Long-term Investment - a different skill

Likewise, if you want to invest in long term, then you look at the profile of the company you are buying. If the profile is good, you can buy the share and hold it. The stock will provide you return regularly (in most of the cases and even if it isn't, the company's reserve will be used to expand its operation and thus increase its profitability). You do not need to bother every day whether the price is increasing or decreasing. In the short term, if the price increases and you sell your shares you make up capital gain profit. However, if you aim for long term investment, you want to hold your shares for years. In the meanwhile, the shares may go up and down in the price, however, this does not affect your returns (usually cash or stock dividend) in any significant way. Therefore, it does not make any sense to worry about bear and bull.

On the contrary, you keep a close eye on the company's management team, financial performance, and overall company's situation including prospects for expansion and growth.
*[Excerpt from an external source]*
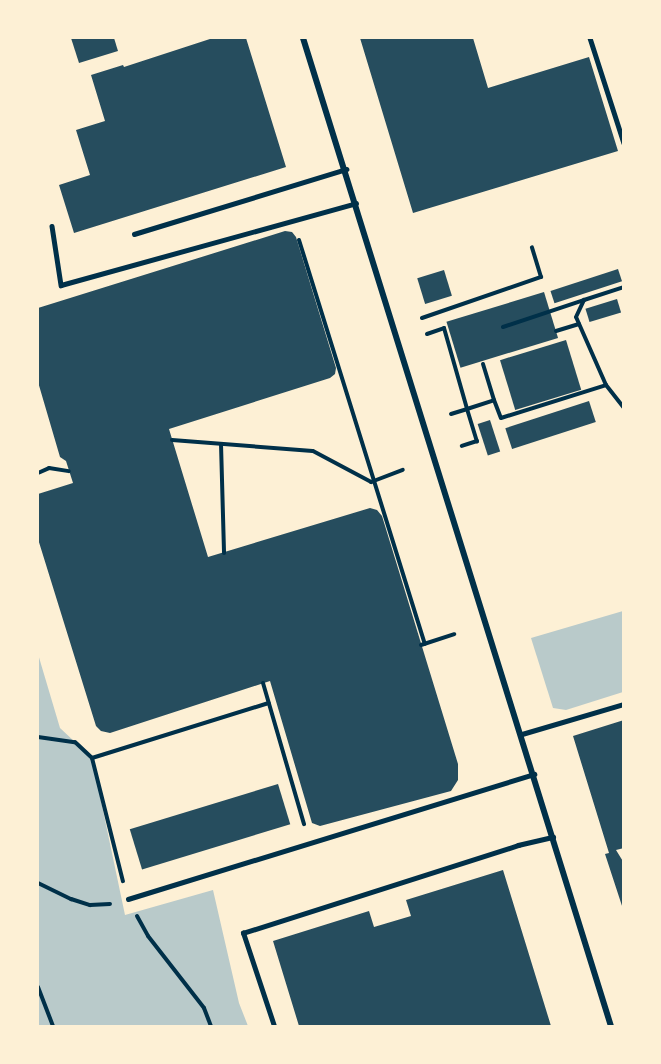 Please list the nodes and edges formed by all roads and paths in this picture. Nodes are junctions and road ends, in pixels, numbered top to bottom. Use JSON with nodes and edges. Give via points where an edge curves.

The company which has solid team, good financial performance and growing potential will be the choice of long term investors. Such companies will provide good returns and their shares will also appreciate in price. The rule for buying and selling stocks for long term investors also depends upon this factor. If the company is good in the above metrics, then you buy or hold the shares of such company. Otherwise, you do not buy, or if you have such shares, you will sell them to minimise your loss.


Sometimes despite careful observation and analysis, some companies go bankrupt and we lose our investment. This is the reason why we need to diversify our portfolio. No matter how good a company is, for a long term investor, it is always wiser to invest in two or more companies, so that, even if one of your stock is not performing well, the return from other stocks will compensate and you'll end up getting a positive return in overall. This technique of risk minimisation is popularly known by the quote, "Do not put all your eggs in one basket".

Investment is both Art and Science

Investing in shares is not a rocket science and the investment decisions are highly subjective. Usually, investment in shares is a mixture of art and science. Art in the sense that you need to develop a portfolio of companies from different industries (like different colours). Your choice will take into account multiple factors which you will develop over time and this factor is the art of investing. Science in the sense that there are certain measures such as EPS, P/E ratio, P/BV Ratio, CAGR, growth in profits, etc which you should look at in each companies you invest to keep your portfolio profitable. In the end, it is up to you to decide how much risk to take and how much return you want to reap.